Supplied information —
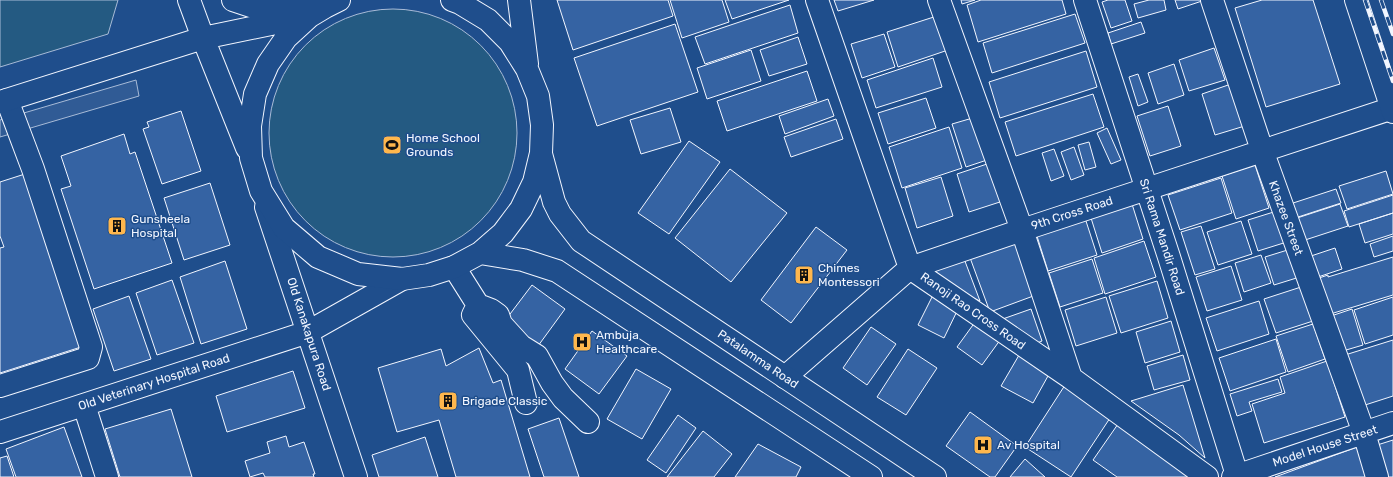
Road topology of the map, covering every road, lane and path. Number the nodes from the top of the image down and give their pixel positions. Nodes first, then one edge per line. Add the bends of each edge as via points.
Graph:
1 (189, 0) edge
2 (232, 0) edge
3 (338, 0) edge
4 (452, 0) edge
5 (519, 0) edge
6 (817, 0) edge
7 (939, 0) edge
8 (1085, 0) edge
9 (1212, 0) edge
10 (1356, 0) edge
11 (310, 16) junction
12 (203, 38) junction
13 (528, 69) junction
14 (4, 101) edge
15 (1393, 109) edge
16 (1262, 150) junction
17 (541, 154) junction
18 (251, 158) junction
19 (1146, 189) junction
20 (261, 191) junction
21 (1022, 230) junction
22 (480, 253) junction
23 (454, 267) junction
24 (910, 268) junction
25 (402, 279) junction
26 (478, 305) junction
27 (308, 332) junction
28 (785, 377) junction
29 (1070, 378) junction
30 (0, 386) edge
31 (526, 403) dead end
32 (84, 405) junction
33 (588, 422) dead end
34 (1393, 423) edge
35 (0, 432) edge
36 (1364, 434) junction
37 (1235, 476) edge
38 (107, 477) edge
39 (356, 477) edge
40 (871, 477) edge
41 (935, 477) edge
42 (1207, 477) edge
43 (1377, 477) edge

1 - 12 street
2 - 3 street via 254,7 292,6
3 - 11 street
4 - 13 street via 488,20 510,42
5 - 13 street
6 - 24 street, Ranoji Rao Cross Road
7 - 21 street
8 - 19 street, Sri Rama Mandir Road
9 - 16 street, Khazee Street
10 - 15 street
11 - 12 street
11 - 18 street via 286,38 268,64 255,94 250,126
12 - 14 street
12 - 18 street
13 - 17 street via 538,96 542,125
14 - 30 street via 34,170 91,347 88,358
15 - 16 street, 9th Cross Road
16 - 19 street, 9th Cross Road
16 - 36 street, Khazee Street
17 - 22 street via 534,182 521,209 503,233
17 - 28 street, Patalamma Road via 554,202 581,241
18 - 20 street
19 - 21 street, 9th Cross Road
19 - 37 street, Sri Rama Mandir Road
20 - 25 street via 284,228 318,257 358,274
20 - 27 street, Old Kanakapura Road
21 - 24 street, 9th Cross Road
21 - 29 street
22 - 23 street
22 - 40 street via 523,260 557,271
23 - 25 street via 429,275
23 - 26 street
24 - 28 street, 9th Cross Road
24 - 29 street, Ranoji Rao Cross Road
25 - 27 street, Old Veterinary Hospital Road
26 - 31 street via 473,315 518,370
26 - 33 street via 498,315 501,324 516,340 537,356 563,398
27 - 32 street, Old Veterinary Hospital Road
27 - 39 street, Old Kanakapura Road
28 - 41 street, Patalamma Road
29 - 42 street, Ranoji Rao Cross Road
32 - 35 street, Old Veterinary Hospital Road
32 - 38 street
34 - 36 street, Model House Street
36 - 37 street, Model House Street
36 - 43 street, Khazee Street

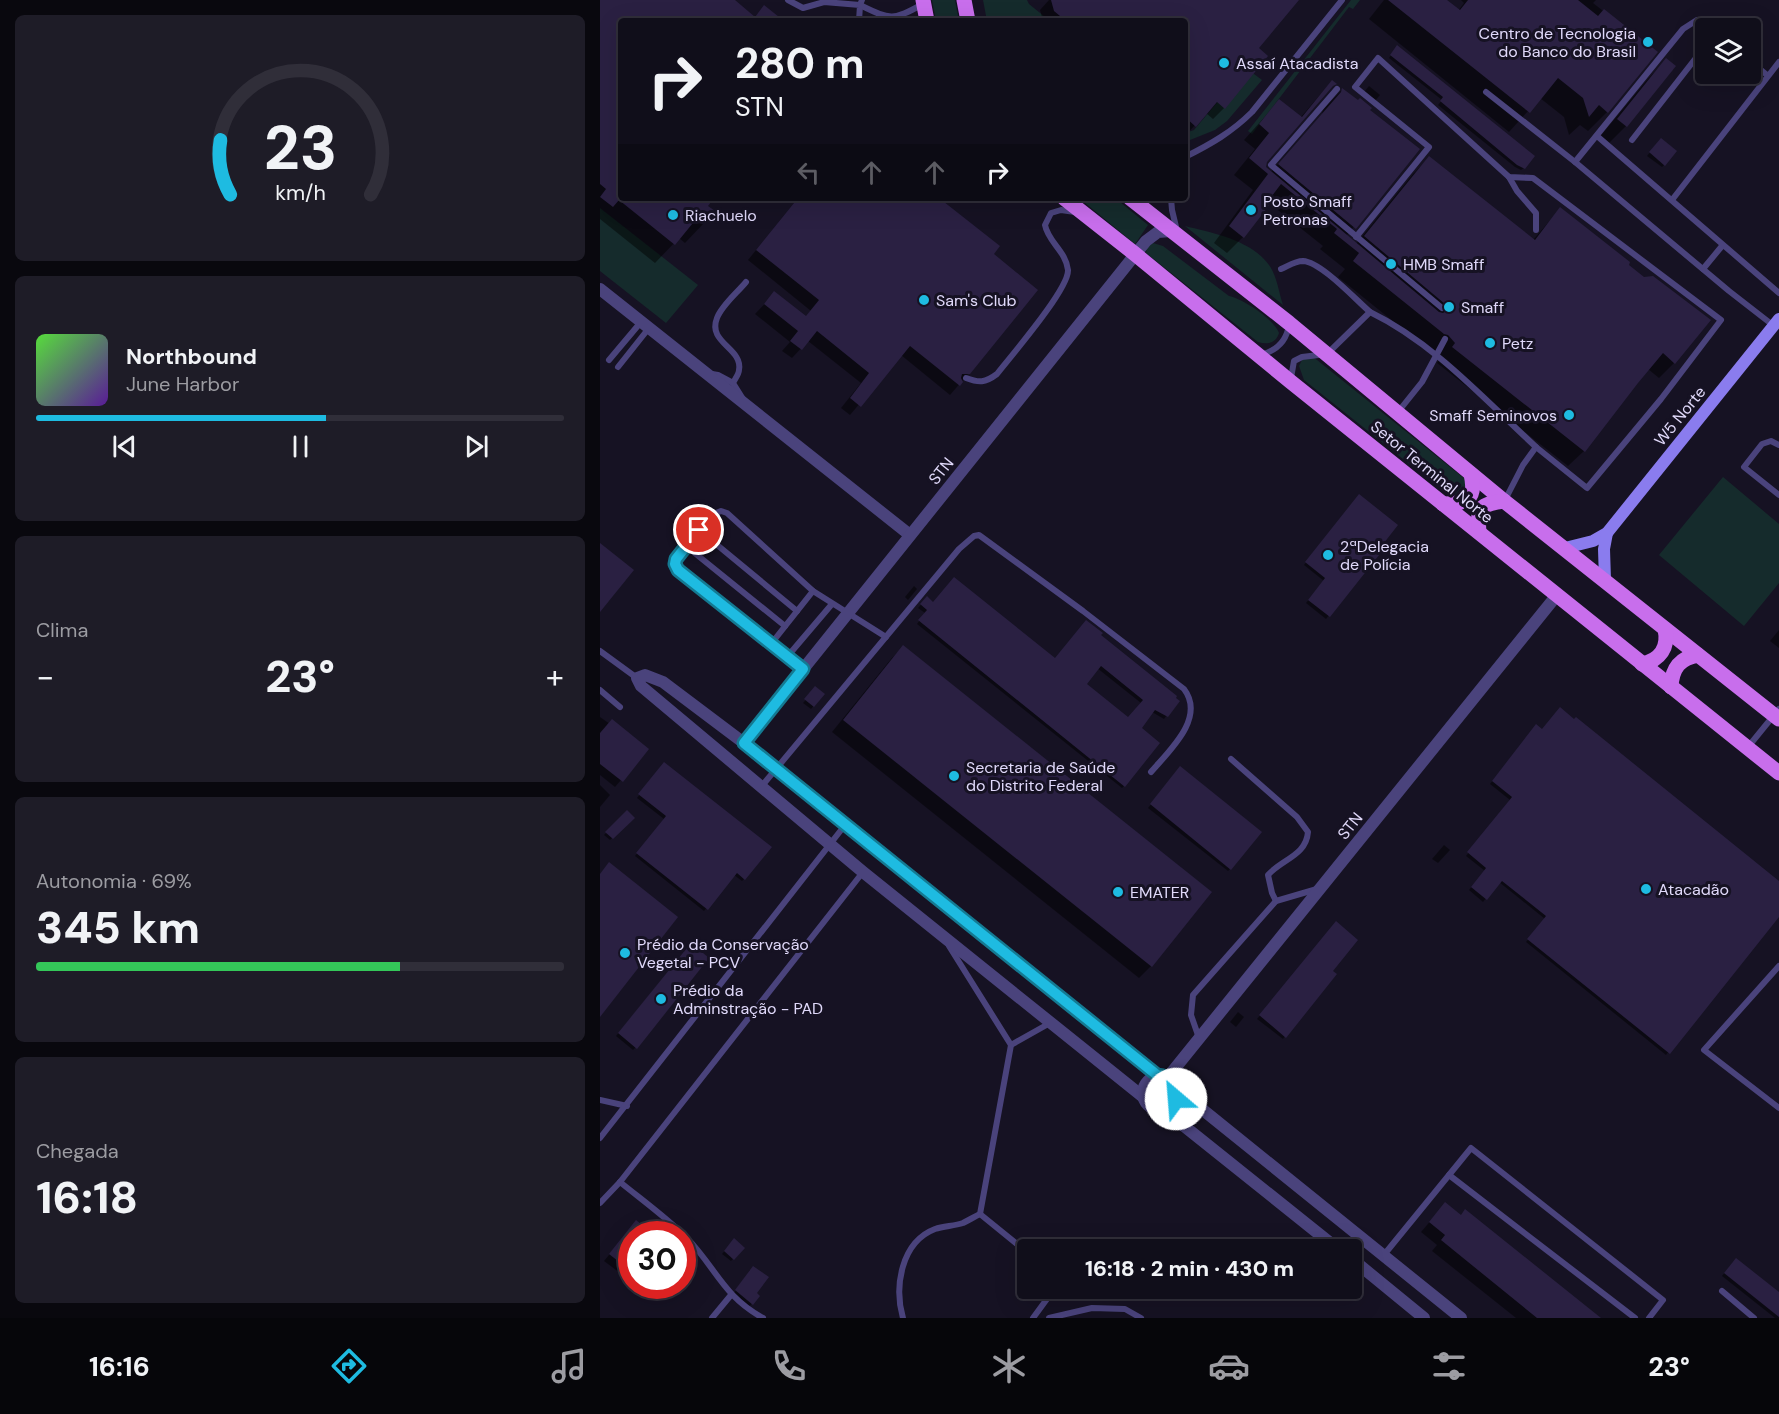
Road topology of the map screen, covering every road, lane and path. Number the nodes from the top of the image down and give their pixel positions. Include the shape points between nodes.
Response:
1 (788, 0) edge
2 (963, 0) edge
3 (1342, 0) edge
4 (824, 1) edge
5 (924, 2) edge
6 (857, 3) edge
7 (859, 18) edge
8 (927, 18) edge
9 (967, 18) edge
10 (1695, 21) edge
11 (1695, 59) edge
12 (1779, 62) edge
13 (1761, 70) edge
14 (1767, 75) junction
15 (1337, 89) dead end
16 (1486, 92) dead end
17 (1597, 136) junction
18 (1632, 140) dead end
19 (1188, 156) edge
20 (1575, 162) junction
21 (1509, 177) junction
22 (1672, 200) junction
23 (1068, 201) edge
24 (1134, 201) edge
25 (1171, 201) edge
26 (1082, 213) junction
27 (1536, 230) dead end
28 (1175, 234) junction
29 (1356, 237) junction
30 (1722, 246) junction
31 (1136, 254) junction
32 (1281, 269) dead end
33 (1703, 269) junction
34 (746, 282) dead end
35 (600, 289) edge
36 (1779, 293) edge
37 (1442, 308) dead end
38 (1370, 312) junction
39 (1289, 323) junction
40 (1776, 323) edge
41 (645, 325) junction
42 (1445, 339) dead end
43 (1327, 354) junction
44 (1436, 354) junction
45 (1259, 356) junction
46 (609, 360) dead end
47 (618, 367) dead end
48 (706, 374) junction
49 (966, 378) dead end
50 (1291, 382) junction
51 (733, 383) junction
52 (746, 405) junction
53 (1398, 413) junction
54 (1779, 445) edge
55 (1536, 447) junction
56 (1472, 474) junction
57 (1779, 495) edge
58 (1504, 501) junction
59 (1443, 504) junction
60 (699, 530) junction
61 (1479, 532) junction
62 (1607, 533) junction
63 (910, 536) junction
64 (687, 546) junction
65 (1565, 548) junction
66 (1605, 580) junction
67 (813, 591) junction
68 (1557, 595) junction
69 (832, 604) junction
70 (796, 611) junction
71 (847, 613) junction
72 (785, 626) junction
73 (1665, 629) junction
74 (886, 637) junction
75 (771, 644) junction
76 (600, 651) edge
77 (1698, 655) junction
78 (787, 657) junction
79 (1642, 663) junction
80 (803, 669) junction
81 (637, 678) junction
82 (1671, 687) junction
83 (600, 690) edge
84 (620, 707) dead end
85 (1777, 714) edge
86 (744, 743) junction
87 (1748, 747) junction
88 (1231, 759) dead end
89 (776, 770) junction
90 (1151, 772) dead end
91 (1776, 772) edge
92 (761, 787) junction
93 (845, 825) junction
94 (830, 844) junction
95 (863, 872) junction
96 (1320, 888) junction
97 (1276, 901) junction
98 (942, 936) junction
99 (1779, 966) edge
100 (1052, 1023) junction
101 (1199, 1038) junction
102 (1011, 1045) junction
103 (1163, 1076) junction
104 (1177, 1089) junction
105 (1142, 1095) junction
106 (600, 1100) edge
107 (627, 1106) junction
108 (1779, 1108) edge
109 (1164, 1110) junction
110 (600, 1138) edge
111 (1449, 1175) junction
112 (620, 1182) junction
113 (600, 1203) edge
114 (980, 1214) junction
115 (1325, 1239) edge
116 (1017, 1244) edge
117 (1383, 1256) junction
118 (1362, 1267) edge
119 (1722, 1291) dead end
120 (730, 1295) junction
121 (1046, 1299) edge
122 (712, 1318) edge
123 (763, 1318) edge
124 (903, 1318) edge
125 (1033, 1318) edge
126 (1048, 1318) edge
127 (1141, 1318) edge
128 (1424, 1318) edge
129 (1461, 1318) edge
130 (1635, 1318) edge
131 (1649, 1318) edge
132 (1754, 1318) edge

1 - 4 lane via 802,8
2 - 9 main road
3 - 19 lane via 1252,112 1217,142
4 - 6 lane
5 - 6 lane via 893,17
5 - 8 main road
6 - 7 lane
10 - 17 lane via 1683,29
11 - 18 lane
12 - 14 lane
13 - 14 lane
14 - 22 lane
15 - 29 lane via 1271,165
16 - 20 lane
17 - 20 lane
17 - 22 lane
20 - 33 lane
21 - 27 lane via 1536,213
21 - 29 lane via 1378,58 1355,87 1429,147
21 - 55 lane via 1533,178 1721,320 1662,399 1587,488
22 - 30 lane
23 - 26 main road, Setor Terminal Norte
24 - 28 main road, Setor Terminal Norte
25 - 28 lane
26 - 31 main road, Setor Terminal Norte
26 - 49 lane via 1061,210 1051,213 1046,221 1047,234 1059,247 1068,269 1057,295 997,374 979,383
28 - 31 street, STN via 1158,232
28 - 39 main road, Setor Terminal Norte
29 - 37 lane
30 - 33 lane
30 - 36 lane
31 - 45 main road, Setor Terminal Norte
31 - 63 street, STN
32 - 38 lane via 1305,261 1322,270
33 - 40 lane
34 - 51 lane via 717,317 714,328 718,338 738,358 739,370
35 - 41 street
38 - 43 lane
38 - 44 lane
39 - 43 main road, Setor Terminal Norte
39 - 45 lane via 1281,344
40 - 62 main road, W5 Norte
41 - 46 lane
41 - 47 lane
41 - 48 street
42 - 44 lane
43 - 50 lane via 1294,361
43 - 53 main road, Setor Terminal Norte
44 - 53 lane via 1422,382
44 - 55 lane
45 - 50 main road, Setor Terminal Norte
48 - 51 lane
48 - 52 street
50 - 59 main road, Setor Terminal Norte
51 - 52 lane
52 - 63 street
53 - 56 main road, Setor Terminal Norte
54 - 57 lane via 1771,441 1762,444 1744,467
55 - 58 lane
56 - 58 main road, Setor Terminal Norte
56 - 59 main road via 1470,497 1458,504
58 - 61 main road via 1481,508
58 - 65 main road, Setor Terminal Norte
59 - 61 main road, Setor Terminal Norte
60 - 64 lane
60 - 67 lane via 711,515 727,513
60 - 70 lane
61 - 68 main road, Setor Terminal Norte
62 - 65 main road, W5 Norte
62 - 66 main road
63 - 71 street, STN
64 - 72 lane
64 - 75 lane via 676,559 678,570
65 - 66 main road, Setor Terminal Norte
66 - 73 main road, Setor Terminal Norte
67 - 69 lane
67 - 70 lane
68 - 79 main road, Setor Terminal Norte
68 - 96 street, STN
69 - 71 lane
69 - 78 lane
70 - 72 lane
71 - 74 lane
71 - 80 street, STN
72 - 75 lane
73 - 77 main road, Setor Terminal Norte
73 - 79 main road via 1667,637 1662,652
74 - 89 lane
74 - 90 lane via 959,549 974,536 983,537 1184,689 1191,699 1192,711 1184,733
75 - 78 lane
76 - 81 lane
77 - 82 main road via 1681,661 1675,668
77 - 85 main road, Setor Terminal Norte
78 - 80 lane
79 - 82 main road, Setor Terminal Norte
80 - 86 street, STN
81 - 86 street via 645,675 663,682
81 - 92 street via 641,686
82 - 87 main road, Setor Terminal Norte
83 - 84 lane
85 - 87 lane
86 - 89 street
87 - 91 main road, Setor Terminal Norte
88 - 97 lane via 1297,817 1308,832 1298,854 1268,875
89 - 92 lane
89 - 93 street
92 - 94 street
93 - 94 lane
93 - 103 street
94 - 95 street
94 - 107 lane
95 - 98 street
95 - 112 lane
96 - 97 lane
96 - 101 street, STN
97 - 101 lane via 1193,995 1191,1016
98 - 100 street
98 - 102 lane
99 - 108 lane via 1704,1050
100 - 102 lane
100 - 105 street
101 - 103 street, STN
102 - 114 lane
103 - 104 street
103 - 105 street via 1148,1080
104 - 109 street via 1173,1104
104 - 117 street
105 - 109 street via 1152,1108
106 - 107 lane
107 - 110 lane
109 - 115 street
111 - 117 lane
111 - 130 lane
111 - 131 lane via 1471,1148 1663,1300
112 - 113 lane
112 - 120 lane via 688,1239
114 - 116 lane
114 - 124 lane via 934,1229 913,1245 900,1273 898,1302
117 - 129 street
118 - 128 street
119 - 132 lane
120 - 122 lane
120 - 123 lane
121 - 125 lane
126 - 127 lane via 1092,1308 1125,1310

Requirement —
Work out the number of lines above that include the string "positions" and write only that number.

Answer to the problem —
2